= Data extract =

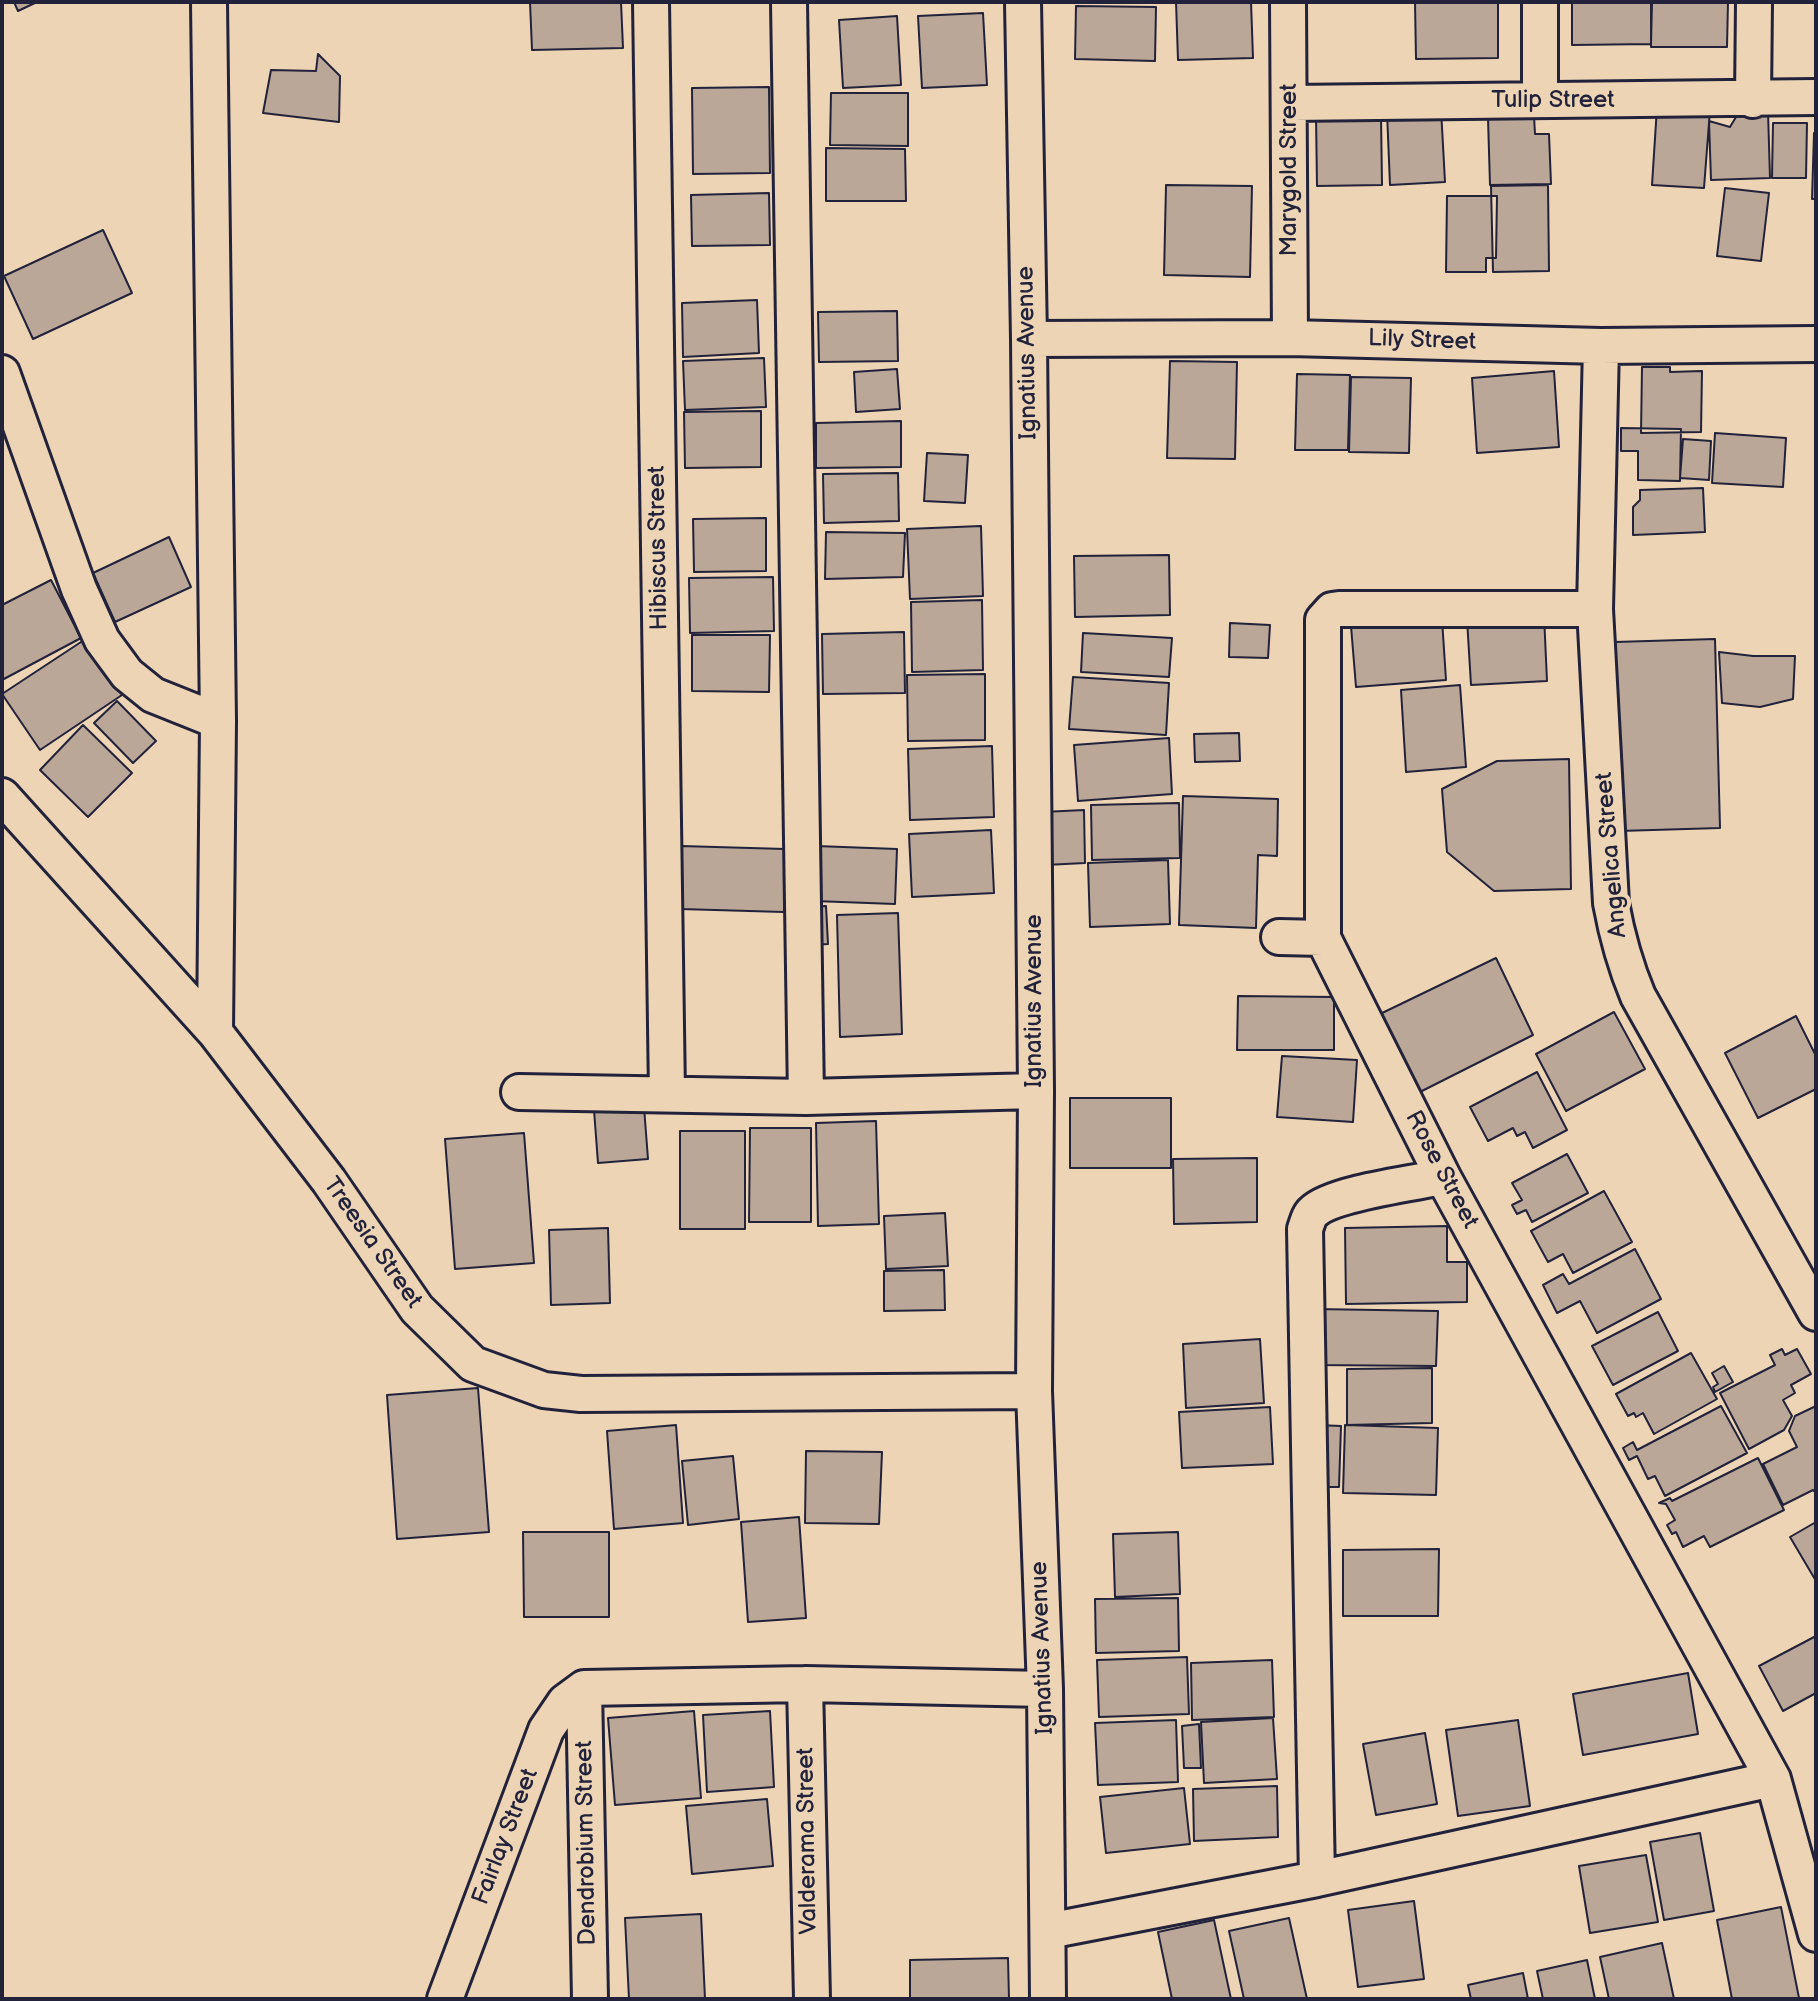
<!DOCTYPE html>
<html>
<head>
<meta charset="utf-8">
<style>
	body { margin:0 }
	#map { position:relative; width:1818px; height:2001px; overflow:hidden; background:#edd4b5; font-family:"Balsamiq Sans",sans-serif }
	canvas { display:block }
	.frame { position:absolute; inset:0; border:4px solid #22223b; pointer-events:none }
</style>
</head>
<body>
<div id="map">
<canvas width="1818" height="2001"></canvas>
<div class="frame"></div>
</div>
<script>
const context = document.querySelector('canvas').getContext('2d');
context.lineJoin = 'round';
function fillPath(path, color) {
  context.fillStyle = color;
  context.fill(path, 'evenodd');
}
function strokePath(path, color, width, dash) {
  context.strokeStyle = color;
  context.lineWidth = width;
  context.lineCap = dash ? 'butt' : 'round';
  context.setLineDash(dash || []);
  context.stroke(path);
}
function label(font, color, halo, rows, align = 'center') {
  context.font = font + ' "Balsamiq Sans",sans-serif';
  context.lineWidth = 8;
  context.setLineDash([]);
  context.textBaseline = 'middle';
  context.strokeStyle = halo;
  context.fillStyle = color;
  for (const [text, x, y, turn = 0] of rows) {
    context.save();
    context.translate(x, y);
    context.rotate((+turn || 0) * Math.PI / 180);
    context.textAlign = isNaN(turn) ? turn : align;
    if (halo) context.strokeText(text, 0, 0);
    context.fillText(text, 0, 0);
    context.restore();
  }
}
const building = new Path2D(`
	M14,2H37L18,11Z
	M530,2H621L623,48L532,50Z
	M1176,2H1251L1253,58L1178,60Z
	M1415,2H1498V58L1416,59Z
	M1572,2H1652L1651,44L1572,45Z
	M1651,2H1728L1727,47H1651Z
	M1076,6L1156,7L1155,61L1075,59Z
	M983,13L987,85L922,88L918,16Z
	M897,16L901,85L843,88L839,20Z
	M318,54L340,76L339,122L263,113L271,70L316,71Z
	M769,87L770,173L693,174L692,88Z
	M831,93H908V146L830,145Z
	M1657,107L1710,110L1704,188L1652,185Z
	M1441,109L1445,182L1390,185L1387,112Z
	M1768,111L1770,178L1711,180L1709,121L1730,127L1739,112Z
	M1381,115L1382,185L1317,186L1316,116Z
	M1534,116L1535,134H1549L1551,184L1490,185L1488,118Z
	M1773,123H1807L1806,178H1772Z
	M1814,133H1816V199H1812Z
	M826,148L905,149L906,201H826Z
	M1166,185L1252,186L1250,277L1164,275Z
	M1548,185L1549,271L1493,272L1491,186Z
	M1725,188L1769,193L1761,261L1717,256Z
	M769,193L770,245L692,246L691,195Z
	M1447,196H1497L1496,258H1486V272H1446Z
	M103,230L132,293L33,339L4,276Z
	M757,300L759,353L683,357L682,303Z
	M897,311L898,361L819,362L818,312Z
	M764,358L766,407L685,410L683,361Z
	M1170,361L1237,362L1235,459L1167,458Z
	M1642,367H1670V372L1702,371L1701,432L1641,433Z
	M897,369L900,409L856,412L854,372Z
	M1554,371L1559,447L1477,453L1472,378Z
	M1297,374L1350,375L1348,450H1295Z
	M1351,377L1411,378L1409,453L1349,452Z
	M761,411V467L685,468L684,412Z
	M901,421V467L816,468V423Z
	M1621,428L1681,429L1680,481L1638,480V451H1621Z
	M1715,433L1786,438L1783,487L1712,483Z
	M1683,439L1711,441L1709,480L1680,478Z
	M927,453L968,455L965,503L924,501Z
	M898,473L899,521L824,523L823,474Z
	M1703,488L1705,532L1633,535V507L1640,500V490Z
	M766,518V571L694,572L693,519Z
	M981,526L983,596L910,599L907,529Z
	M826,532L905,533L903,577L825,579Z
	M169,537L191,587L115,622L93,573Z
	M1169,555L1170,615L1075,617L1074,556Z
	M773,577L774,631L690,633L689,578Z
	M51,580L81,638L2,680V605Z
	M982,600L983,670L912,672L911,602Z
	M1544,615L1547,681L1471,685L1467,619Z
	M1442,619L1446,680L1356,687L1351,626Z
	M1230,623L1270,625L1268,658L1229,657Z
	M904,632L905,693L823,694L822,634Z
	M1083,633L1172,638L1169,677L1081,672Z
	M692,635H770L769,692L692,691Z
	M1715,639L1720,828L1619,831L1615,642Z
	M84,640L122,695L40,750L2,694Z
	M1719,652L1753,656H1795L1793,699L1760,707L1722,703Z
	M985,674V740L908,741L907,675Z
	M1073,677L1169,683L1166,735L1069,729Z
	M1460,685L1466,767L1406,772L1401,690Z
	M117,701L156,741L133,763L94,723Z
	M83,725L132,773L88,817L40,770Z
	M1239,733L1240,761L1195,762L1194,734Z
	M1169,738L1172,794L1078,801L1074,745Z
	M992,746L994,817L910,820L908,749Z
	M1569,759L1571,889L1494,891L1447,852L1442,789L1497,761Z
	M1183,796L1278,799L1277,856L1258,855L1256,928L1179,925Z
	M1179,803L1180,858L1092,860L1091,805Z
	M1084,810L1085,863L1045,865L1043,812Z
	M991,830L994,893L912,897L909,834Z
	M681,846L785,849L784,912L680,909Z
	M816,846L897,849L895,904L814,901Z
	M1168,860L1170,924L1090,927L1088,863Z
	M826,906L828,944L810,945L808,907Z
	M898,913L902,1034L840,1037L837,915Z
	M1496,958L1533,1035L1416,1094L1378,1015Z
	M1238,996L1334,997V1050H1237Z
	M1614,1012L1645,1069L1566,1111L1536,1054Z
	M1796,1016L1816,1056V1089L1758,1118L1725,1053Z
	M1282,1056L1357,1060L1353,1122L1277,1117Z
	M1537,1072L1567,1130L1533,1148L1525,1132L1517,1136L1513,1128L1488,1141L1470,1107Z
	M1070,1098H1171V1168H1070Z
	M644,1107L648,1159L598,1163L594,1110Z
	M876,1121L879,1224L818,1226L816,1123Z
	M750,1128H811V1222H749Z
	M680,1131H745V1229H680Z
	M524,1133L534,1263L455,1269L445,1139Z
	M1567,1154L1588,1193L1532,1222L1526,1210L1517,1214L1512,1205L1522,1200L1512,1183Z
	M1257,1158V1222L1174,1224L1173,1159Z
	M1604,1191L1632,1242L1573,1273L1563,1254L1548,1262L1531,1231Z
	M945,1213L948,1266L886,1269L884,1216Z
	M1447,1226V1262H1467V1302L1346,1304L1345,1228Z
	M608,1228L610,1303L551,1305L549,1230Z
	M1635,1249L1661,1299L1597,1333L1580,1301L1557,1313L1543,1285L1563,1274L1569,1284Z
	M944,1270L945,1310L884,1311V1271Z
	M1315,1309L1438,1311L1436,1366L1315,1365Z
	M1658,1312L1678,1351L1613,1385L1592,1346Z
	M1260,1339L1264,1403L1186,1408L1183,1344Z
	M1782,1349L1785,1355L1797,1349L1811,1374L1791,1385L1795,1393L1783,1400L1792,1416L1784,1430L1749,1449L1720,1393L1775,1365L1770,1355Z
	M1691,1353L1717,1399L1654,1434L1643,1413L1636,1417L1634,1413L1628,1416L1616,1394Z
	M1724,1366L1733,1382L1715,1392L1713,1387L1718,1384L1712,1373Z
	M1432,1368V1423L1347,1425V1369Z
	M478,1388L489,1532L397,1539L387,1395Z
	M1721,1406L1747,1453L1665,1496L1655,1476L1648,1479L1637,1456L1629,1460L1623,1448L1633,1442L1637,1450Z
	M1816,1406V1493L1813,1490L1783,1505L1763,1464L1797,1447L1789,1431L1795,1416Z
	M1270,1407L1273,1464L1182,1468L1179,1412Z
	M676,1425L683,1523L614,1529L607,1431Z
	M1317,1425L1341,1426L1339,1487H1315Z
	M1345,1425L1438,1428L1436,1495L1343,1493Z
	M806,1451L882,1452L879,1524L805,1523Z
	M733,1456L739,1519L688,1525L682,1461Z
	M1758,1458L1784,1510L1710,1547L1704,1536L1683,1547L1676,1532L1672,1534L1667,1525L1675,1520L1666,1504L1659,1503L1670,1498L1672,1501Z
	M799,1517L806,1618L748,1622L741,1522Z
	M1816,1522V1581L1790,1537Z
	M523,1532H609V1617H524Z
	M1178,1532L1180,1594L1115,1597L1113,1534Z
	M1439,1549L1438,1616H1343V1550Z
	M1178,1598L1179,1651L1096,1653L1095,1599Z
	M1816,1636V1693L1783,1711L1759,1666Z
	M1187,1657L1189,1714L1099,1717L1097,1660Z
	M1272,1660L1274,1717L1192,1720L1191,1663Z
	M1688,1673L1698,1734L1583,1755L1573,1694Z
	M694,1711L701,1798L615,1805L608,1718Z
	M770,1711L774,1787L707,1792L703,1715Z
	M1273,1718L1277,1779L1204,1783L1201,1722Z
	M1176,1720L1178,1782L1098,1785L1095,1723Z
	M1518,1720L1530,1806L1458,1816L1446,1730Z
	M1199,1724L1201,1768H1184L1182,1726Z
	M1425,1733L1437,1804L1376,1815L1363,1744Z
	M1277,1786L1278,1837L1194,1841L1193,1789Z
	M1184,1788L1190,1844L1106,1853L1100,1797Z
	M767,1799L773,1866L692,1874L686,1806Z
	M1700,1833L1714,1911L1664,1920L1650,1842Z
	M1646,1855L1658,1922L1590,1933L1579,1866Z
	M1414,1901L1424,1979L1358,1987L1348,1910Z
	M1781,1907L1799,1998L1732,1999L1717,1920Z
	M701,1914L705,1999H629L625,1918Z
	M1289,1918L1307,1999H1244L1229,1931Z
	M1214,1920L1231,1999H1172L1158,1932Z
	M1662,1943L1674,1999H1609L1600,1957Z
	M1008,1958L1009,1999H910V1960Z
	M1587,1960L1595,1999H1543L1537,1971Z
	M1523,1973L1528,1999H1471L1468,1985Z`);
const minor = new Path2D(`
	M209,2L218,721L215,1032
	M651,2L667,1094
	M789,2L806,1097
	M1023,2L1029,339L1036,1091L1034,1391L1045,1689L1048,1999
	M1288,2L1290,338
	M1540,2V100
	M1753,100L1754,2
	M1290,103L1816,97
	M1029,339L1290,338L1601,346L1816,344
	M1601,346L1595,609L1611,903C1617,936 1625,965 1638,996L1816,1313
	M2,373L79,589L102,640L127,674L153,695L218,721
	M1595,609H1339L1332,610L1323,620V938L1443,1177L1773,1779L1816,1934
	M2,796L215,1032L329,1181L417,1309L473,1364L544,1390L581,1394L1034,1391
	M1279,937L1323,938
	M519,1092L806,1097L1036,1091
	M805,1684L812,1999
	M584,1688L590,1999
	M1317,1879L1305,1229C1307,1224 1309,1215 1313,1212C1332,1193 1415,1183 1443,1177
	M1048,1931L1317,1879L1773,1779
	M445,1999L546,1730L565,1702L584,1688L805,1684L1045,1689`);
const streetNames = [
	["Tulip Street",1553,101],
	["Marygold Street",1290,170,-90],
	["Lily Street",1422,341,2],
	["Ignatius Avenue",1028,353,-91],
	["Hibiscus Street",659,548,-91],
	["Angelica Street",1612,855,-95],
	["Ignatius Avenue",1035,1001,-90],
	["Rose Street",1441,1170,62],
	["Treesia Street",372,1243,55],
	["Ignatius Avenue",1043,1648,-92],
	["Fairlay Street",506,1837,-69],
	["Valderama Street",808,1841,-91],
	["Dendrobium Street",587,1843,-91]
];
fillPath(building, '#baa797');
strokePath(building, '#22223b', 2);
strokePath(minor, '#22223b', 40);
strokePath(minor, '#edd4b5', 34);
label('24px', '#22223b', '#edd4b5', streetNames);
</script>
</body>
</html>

= Work request =
Taking the records above, retype every line from the one with "function label(font, color, halo, rows, align" down to the one with "M1651,2H1728L1727,47H1651Z", exactly and with nothing else.

= Result =
function label(font, color, halo, rows, align = 'center') {
  context.font = font + ' "Balsamiq Sans",sans-serif';
  context.lineWidth = 8;
  context.setLineDash([]);
  context.textBaseline = 'middle';
  context.strokeStyle = halo;
  context.fillStyle = color;
  for (const [text, x, y, turn = 0] of rows) {
    context.save();
    context.translate(x, y);
    context.rotate((+turn || 0) * Math.PI / 180);
    context.textAlign = isNaN(turn) ? turn : align;
    if (halo) context.strokeText(text, 0, 0);
    context.fillText(text, 0, 0);
    context.restore();
  }
}
const building = new Path2D(`
	M14,2H37L18,11Z
	M530,2H621L623,48L532,50Z
	M1176,2H1251L1253,58L1178,60Z
	M1415,2H1498V58L1416,59Z
	M1572,2H1652L1651,44L1572,45Z
	M1651,2H1728L1727,47H1651Z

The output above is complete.